> ASSIGNMENT: Only the lines of the data below from the one with "gsave x y translate w h scale" through the one with "4 setmiterlimit" are wanted. Repeat them exactly.

BEGIN SUPPLIED DATA

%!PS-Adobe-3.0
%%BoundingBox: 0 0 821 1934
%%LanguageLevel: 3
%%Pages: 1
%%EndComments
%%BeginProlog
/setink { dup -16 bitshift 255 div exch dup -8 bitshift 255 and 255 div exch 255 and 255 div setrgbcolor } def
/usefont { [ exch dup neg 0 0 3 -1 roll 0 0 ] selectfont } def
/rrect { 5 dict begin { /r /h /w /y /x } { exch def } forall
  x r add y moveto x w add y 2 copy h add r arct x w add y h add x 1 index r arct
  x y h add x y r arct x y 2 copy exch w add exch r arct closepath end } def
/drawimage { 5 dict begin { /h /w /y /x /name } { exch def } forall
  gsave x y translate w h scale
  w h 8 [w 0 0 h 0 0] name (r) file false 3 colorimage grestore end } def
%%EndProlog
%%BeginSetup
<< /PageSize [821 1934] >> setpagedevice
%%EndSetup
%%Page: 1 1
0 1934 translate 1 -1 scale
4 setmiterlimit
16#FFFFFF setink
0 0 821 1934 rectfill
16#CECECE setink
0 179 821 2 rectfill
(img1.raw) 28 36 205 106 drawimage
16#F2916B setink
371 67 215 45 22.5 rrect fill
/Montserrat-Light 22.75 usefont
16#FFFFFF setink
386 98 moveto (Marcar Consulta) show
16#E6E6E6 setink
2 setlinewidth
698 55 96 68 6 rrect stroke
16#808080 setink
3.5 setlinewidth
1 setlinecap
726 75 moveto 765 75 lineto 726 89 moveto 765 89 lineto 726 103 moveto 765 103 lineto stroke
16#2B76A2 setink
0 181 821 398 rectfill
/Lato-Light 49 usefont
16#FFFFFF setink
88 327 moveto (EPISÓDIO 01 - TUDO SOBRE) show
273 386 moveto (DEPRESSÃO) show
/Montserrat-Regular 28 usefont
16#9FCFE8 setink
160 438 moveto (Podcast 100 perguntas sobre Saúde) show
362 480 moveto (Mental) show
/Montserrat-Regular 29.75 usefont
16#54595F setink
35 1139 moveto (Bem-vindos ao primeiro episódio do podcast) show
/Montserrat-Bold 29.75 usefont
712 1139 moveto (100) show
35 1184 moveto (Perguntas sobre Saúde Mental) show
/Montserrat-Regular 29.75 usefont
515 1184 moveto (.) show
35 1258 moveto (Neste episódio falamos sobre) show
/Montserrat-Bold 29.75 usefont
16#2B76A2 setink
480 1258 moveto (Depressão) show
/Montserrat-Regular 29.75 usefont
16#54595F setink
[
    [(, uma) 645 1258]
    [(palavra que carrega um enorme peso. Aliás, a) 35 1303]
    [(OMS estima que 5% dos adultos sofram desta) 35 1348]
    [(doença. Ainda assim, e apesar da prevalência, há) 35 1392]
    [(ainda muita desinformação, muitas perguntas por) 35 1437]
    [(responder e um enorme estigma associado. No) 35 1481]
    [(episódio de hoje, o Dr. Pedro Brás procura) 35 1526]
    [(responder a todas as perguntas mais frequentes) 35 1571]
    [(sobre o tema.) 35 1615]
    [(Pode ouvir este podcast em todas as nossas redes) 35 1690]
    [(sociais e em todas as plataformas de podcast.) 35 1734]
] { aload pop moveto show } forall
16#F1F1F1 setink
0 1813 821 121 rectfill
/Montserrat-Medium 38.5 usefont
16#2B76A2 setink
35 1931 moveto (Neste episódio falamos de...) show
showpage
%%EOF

END SUPPLIED DATA

> TASK SOLUTION:
  gsave x y translate w h scale
  w h 8 [w 0 0 h 0 0] name (r) file false 3 colorimage grestore end } def
%%EndProlog
%%BeginSetup
<< /PageSize [821 1934] >> setpagedevice
%%EndSetup
%%Page: 1 1
0 1934 translate 1 -1 scale
4 setmiterlimit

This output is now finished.